A Liberal Democrats budget to be proud of

With Labour apparently shocked into silence on the budget, the Telegraph nails precisely why the Liberal Democrats should be proud of their influence on government.

In an interview with Danny Alexander they underline how the central policy behind the budget came from the Liberal Democrats:

Conservatives often praise Nick Clegg’s closest ally as a natural Tory. His Lib Dem colleagues sometimes complain that he has gone native and become Mr Osborne’s useful idiot, helping to implement Tory policies. “If I let insults and jibes bother me I’d have long since abandoned this office,” he laughs. He replies that the number of Lib Dem ideas being implemented by the Treasury suggest it is Mr Osborne who has gone yellow, a proposition quite a few Tories would agree with. They are different politicians from “very different backgrounds”, he says, “but we both have a shared wish to do the right thing for the British economy”. They both shaped the Budget, even if Mr Osborne gets most of the credit.

“I really believe the economy would not be recovering if it was not for the Lib Dems.” Every aspect of government economic policy he attributes to his party’s influence on the Coalition. He just needs to “tell people much more vigorously and directly the difference that we Lib Dems are making.” Take the increase in the personal allowance.

He and Mr Clegg argued months ago for it to be raised even further than £10,000, to £10,500. The idea it was a Tory idea, as Mr Osborne has tried to imply, “is just nonsense”.

“I’m very grateful for the help of the Conservatives in delivering this Lib Dem policy, but there is a difference between doing something because you want to and doing something because you have to. And they have to because we want to, and that’s the way it works.”

Suggesting that the Tories dance to a Lib Dem tune will not endear Mr Alexander to his Coalition partners. But his point is that raising the personal allowance was a specifically Lib Dem policy, one of its conditions for agreeing to the Coalition in 2010. “We forced that idea on to the agenda.

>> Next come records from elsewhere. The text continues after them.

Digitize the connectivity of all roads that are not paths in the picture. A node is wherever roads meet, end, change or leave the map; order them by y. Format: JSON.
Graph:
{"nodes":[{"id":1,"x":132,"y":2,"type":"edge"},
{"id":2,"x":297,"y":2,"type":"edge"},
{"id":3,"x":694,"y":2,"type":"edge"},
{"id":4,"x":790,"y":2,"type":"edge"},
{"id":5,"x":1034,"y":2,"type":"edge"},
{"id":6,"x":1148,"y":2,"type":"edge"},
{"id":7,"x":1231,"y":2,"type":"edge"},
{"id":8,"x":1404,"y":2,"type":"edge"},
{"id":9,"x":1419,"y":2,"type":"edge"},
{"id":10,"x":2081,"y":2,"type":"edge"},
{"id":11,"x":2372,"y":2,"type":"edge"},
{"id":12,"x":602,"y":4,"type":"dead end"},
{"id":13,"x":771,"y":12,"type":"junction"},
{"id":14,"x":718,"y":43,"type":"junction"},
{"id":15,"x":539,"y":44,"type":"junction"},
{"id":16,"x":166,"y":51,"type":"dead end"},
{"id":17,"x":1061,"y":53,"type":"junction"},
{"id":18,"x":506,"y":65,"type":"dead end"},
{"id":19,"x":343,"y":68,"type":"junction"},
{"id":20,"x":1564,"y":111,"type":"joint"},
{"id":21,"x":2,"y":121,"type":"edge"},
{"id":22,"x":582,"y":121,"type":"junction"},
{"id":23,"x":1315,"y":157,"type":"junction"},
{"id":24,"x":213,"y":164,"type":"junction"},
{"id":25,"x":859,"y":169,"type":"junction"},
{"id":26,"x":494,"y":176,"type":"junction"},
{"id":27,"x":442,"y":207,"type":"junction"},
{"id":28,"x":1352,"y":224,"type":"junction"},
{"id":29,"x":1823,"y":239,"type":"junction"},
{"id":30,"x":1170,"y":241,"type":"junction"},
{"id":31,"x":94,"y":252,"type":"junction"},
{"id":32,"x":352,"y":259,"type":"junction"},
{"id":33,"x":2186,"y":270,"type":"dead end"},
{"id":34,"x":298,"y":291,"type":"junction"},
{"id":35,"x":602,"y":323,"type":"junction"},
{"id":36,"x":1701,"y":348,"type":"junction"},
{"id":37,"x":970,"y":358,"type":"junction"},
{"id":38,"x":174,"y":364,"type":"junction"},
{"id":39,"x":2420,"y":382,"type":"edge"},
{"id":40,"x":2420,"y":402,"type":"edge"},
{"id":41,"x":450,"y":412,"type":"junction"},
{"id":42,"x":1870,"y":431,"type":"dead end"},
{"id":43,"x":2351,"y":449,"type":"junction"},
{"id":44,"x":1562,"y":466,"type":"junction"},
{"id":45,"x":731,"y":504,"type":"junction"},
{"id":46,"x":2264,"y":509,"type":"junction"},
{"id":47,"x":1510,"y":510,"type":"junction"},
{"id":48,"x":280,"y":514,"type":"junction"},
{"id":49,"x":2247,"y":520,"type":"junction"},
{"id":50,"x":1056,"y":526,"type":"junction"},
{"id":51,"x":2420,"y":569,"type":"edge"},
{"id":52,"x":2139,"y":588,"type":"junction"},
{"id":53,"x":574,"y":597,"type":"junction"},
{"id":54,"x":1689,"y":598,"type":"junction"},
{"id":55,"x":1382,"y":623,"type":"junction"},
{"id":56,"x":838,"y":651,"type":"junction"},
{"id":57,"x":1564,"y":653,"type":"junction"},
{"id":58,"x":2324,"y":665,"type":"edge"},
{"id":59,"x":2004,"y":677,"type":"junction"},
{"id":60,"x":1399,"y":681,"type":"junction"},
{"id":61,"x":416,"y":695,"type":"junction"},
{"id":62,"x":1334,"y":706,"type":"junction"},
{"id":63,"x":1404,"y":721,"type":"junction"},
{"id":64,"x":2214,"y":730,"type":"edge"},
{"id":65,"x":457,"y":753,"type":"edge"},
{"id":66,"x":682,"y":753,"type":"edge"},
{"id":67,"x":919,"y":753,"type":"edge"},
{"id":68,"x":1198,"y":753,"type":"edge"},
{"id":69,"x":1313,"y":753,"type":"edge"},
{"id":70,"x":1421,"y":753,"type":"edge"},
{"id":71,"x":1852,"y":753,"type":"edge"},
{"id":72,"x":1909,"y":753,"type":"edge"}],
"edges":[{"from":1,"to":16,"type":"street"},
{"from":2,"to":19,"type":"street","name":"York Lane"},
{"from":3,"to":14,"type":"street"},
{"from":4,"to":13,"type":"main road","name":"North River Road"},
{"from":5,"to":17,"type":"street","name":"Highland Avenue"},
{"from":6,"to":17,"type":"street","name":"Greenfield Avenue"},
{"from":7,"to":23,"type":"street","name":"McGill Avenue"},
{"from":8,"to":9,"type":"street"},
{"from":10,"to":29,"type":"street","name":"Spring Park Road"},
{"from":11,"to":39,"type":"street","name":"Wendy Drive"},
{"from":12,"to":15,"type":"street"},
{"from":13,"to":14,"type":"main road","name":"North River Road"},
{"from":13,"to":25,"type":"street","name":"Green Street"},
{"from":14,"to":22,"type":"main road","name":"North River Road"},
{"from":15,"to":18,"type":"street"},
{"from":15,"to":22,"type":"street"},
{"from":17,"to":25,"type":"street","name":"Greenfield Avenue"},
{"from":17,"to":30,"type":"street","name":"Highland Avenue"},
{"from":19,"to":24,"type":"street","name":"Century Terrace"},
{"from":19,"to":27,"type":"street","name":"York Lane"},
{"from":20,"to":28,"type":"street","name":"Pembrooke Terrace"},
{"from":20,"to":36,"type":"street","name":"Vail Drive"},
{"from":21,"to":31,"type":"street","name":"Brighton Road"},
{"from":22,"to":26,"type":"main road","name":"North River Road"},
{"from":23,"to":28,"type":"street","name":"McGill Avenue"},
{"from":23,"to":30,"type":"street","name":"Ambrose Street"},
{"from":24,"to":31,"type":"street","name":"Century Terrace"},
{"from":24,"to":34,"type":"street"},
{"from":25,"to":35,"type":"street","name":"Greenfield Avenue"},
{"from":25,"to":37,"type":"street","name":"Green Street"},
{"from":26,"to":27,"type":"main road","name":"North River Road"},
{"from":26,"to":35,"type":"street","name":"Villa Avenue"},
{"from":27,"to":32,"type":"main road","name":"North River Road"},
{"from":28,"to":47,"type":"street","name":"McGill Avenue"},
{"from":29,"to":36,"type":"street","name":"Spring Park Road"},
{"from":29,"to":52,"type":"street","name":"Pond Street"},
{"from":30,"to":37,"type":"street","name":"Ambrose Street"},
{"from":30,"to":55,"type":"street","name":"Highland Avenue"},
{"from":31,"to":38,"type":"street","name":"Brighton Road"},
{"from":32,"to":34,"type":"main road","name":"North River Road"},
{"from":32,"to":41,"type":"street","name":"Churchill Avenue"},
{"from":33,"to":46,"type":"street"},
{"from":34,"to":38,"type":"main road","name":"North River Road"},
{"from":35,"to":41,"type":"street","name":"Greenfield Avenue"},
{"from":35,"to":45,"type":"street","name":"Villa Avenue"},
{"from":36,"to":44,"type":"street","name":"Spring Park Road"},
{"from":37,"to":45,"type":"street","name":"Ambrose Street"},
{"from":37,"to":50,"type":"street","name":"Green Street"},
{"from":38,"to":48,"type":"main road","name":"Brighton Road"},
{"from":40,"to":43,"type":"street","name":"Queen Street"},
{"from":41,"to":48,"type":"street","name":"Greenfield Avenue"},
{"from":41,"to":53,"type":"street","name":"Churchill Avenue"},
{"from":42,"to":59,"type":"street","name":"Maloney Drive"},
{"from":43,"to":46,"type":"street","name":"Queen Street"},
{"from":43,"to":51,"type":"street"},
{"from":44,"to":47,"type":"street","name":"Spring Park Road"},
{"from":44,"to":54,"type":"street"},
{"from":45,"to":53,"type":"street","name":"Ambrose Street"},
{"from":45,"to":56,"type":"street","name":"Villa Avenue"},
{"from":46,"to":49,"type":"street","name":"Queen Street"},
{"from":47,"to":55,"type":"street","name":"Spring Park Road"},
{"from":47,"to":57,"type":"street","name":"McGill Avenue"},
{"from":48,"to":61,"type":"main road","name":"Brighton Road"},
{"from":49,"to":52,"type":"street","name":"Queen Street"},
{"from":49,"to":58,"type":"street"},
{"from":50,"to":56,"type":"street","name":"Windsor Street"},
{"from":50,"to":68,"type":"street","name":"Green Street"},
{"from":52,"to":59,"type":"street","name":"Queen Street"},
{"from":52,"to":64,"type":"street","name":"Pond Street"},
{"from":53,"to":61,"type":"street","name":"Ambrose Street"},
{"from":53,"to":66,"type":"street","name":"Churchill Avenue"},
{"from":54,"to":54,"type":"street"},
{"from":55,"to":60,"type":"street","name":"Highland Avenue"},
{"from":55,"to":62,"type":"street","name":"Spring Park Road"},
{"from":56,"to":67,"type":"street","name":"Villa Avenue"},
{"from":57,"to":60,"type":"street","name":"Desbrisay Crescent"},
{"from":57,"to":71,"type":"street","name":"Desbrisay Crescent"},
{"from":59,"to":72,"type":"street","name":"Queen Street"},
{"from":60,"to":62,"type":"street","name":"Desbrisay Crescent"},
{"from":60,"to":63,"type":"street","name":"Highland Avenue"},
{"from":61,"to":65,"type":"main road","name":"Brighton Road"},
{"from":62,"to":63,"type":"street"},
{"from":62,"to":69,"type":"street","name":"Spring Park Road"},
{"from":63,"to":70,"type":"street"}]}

No one was really talking about thresholds before we made it a key promise in 2010.” He says that whereas the Lib Dems are focused on the allowance, the Tories appear to have different priorities on tax, from inheritance tax to the 40p higher rate.

Yet he reveals there was no attempt by Mr Osborne to raise the issue of the 40p rate in the Budget negotiations. Despite all the pressure from some Tory MPs, “there’s never been a specific idea put forward to really do something about the 40p rate,” he says.

Coalition works and it is the Liberal Democrats who are making it work so as to deliver a stronger economy and a fairer society.